Cancer and Statistical Illusion

The cover of this month’s Wired promises "The Truth About Cancer" but the article inside is a tissue of misleading statistics and faulty logic.  The article begins with fancy graphics telling us "If we find cancer early, 90 percent survive" but "If we find cancer late, 10 percent survive." And this:

Find the disease early "and the odds of survival approach 90 percent…This reality would seem to make a plain case for shifting resources toward patients with a 90 percent, rather than a 10 or 20 percent, chance of survival."

Thus, the opening block of text commands, "Scientists should stop trying to cure cancer and start focusing on finding it early.  It’s the smart way to cheat death." 

The fallacy in all of this is painfully easy to spot.  If we measure survival, which these studies do, with a 5 or 10 year survival rate then obviously people whose cancers are detected early will survival longer than people whose cancers are detected late.

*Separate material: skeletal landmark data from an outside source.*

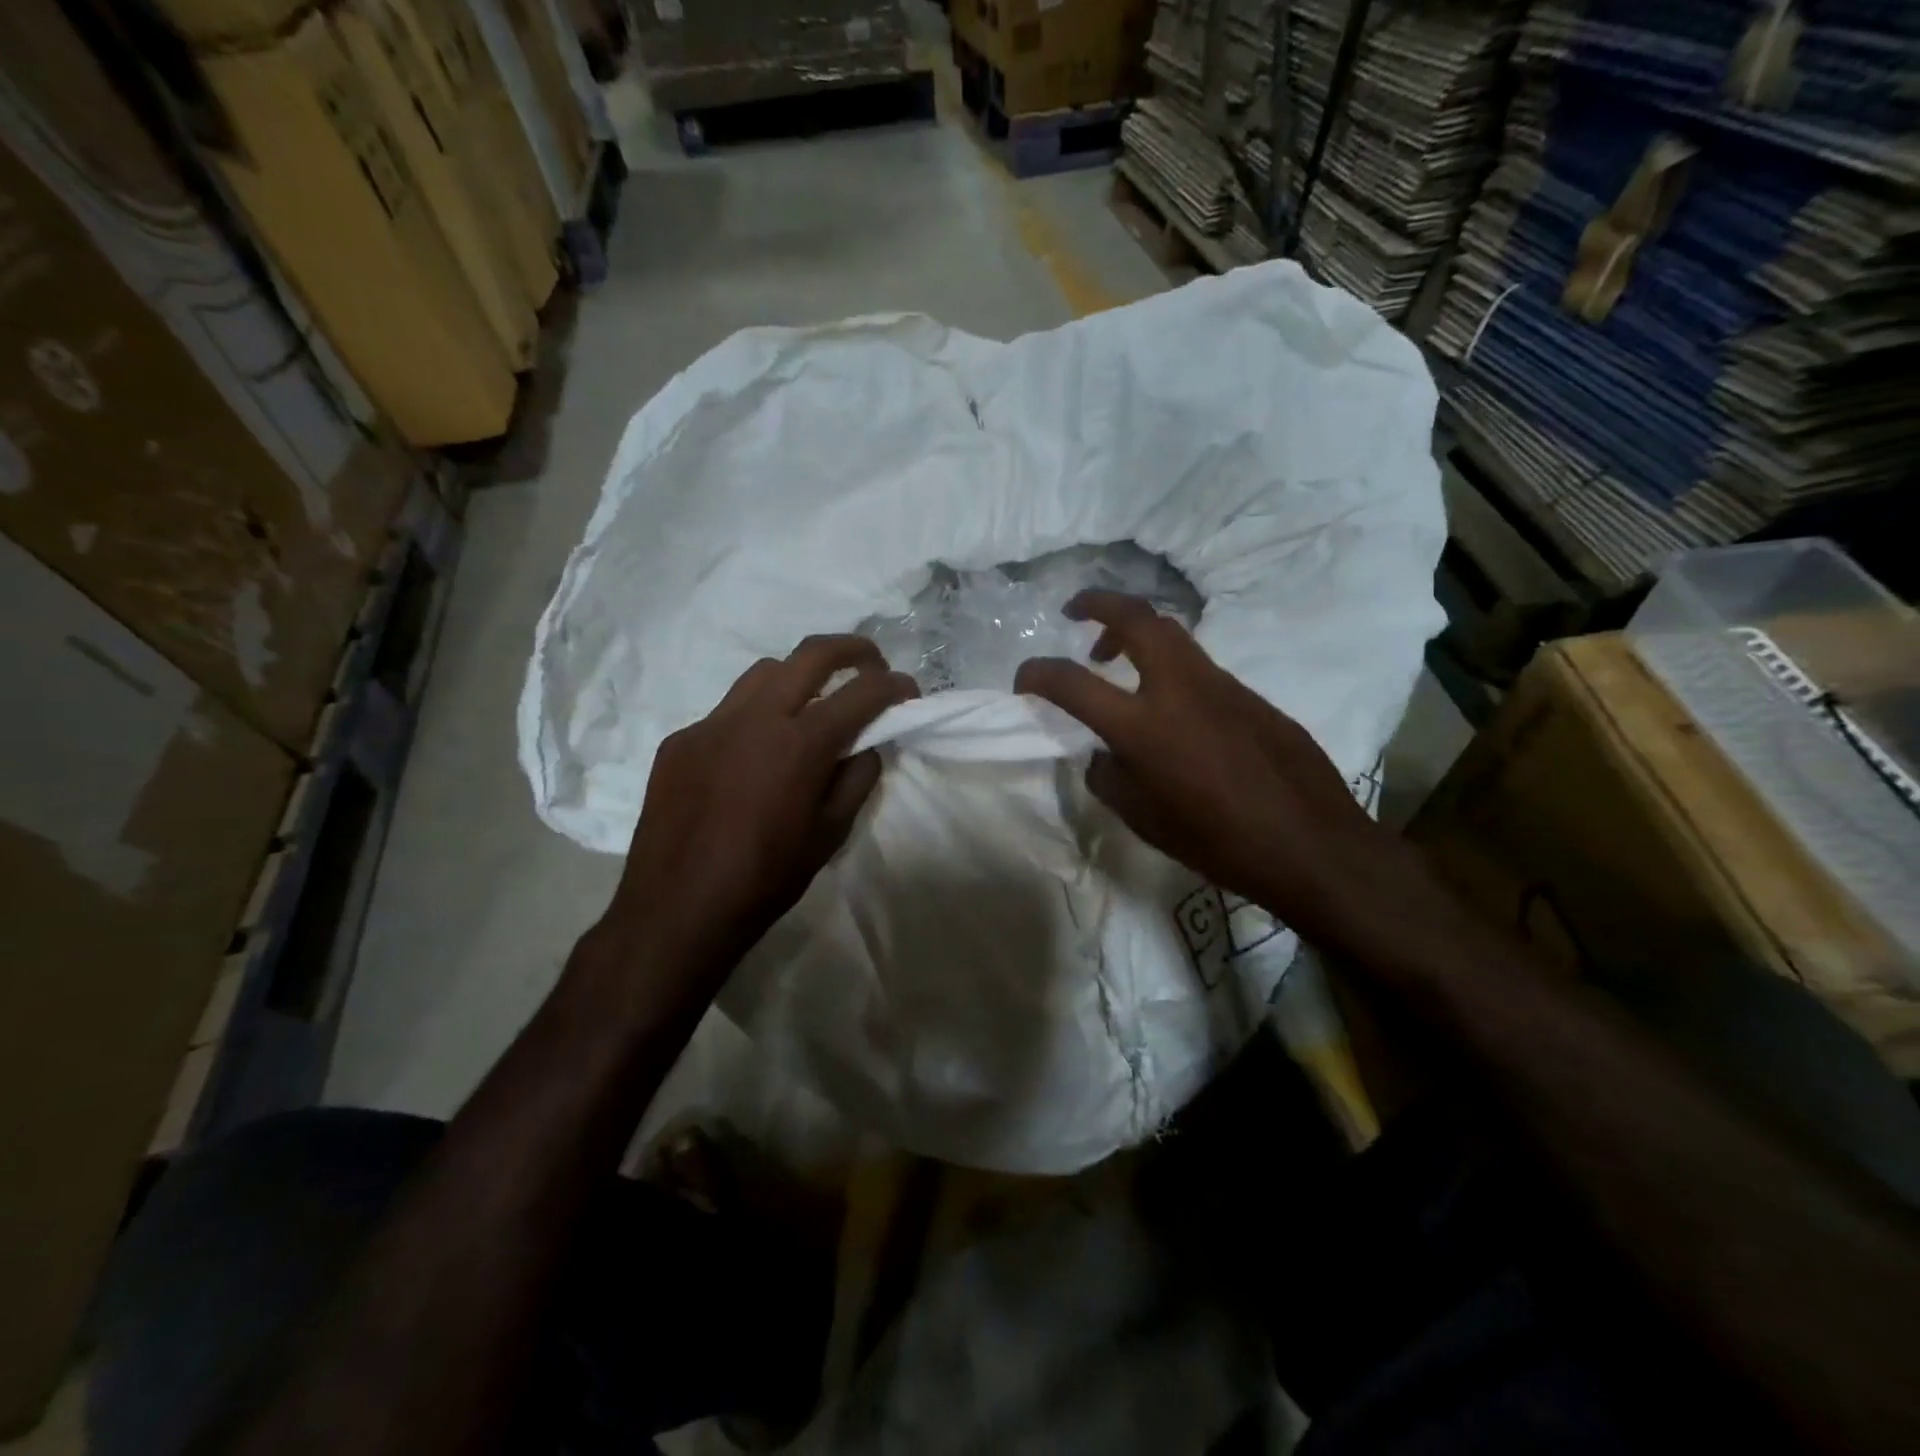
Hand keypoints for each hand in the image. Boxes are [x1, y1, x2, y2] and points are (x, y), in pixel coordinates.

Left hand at [596, 635, 917, 986]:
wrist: (676, 911)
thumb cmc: (765, 879)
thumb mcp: (830, 834)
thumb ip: (857, 778)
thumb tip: (869, 744)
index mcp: (799, 745)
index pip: (861, 693)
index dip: (894, 686)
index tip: (909, 691)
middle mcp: (754, 718)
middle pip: (811, 654)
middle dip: (852, 650)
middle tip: (871, 664)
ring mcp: (710, 724)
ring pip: (763, 673)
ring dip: (799, 676)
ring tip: (812, 704)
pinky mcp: (680, 741)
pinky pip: (726, 711)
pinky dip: (755, 717)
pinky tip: (755, 754)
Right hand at [1014, 591, 1442, 954]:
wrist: (1313, 846)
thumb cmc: (1220, 843)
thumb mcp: (1145, 821)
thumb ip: (1111, 778)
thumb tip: (1104, 754)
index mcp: (1144, 726)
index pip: (1072, 682)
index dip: (1037, 674)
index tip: (1024, 681)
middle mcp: (1180, 689)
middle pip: (1135, 618)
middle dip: (1097, 603)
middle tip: (1074, 612)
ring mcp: (1222, 685)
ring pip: (1171, 634)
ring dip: (1134, 634)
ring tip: (1113, 658)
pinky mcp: (1252, 695)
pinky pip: (1200, 667)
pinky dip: (1170, 668)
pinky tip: (1172, 708)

The key question is whether people who are treated early survive longer than people whose cancers are detected early but who are not treated.  In Thomas Goetz’s long article there is not a single piece of evidence which demonstrates that this is true.  Indeed, quite the opposite.  About 9 pages into the article, after the jump, we find this about CT scans for lung cancer:

As with the Action Project, these studies found that, yes, CT scans detected a huge number of early cancers–10 times as many as they would expect to find without scanning. In that regard, the scans did their job as a screening test. And as expected, the number of surgeries based on those diagnoses jumped. But when Bach looked at the resulting mortality rates, he found essentially no difference between those who received a CT scan and those who had not. Despite the additional surgeries, just as many people were dying as before.

Nowhere does the author mentions that this finding invalidates just about everything he has told us in the first eight pages.

Addendum 1 : Do note that I have nothing against early detection and I am not claiming that it never works.  My problem is with misleading statistical analysis.

Addendum 2: Careful readers will note that this is an almost perfect example of the economicitis fallacy that I blogged about late last year.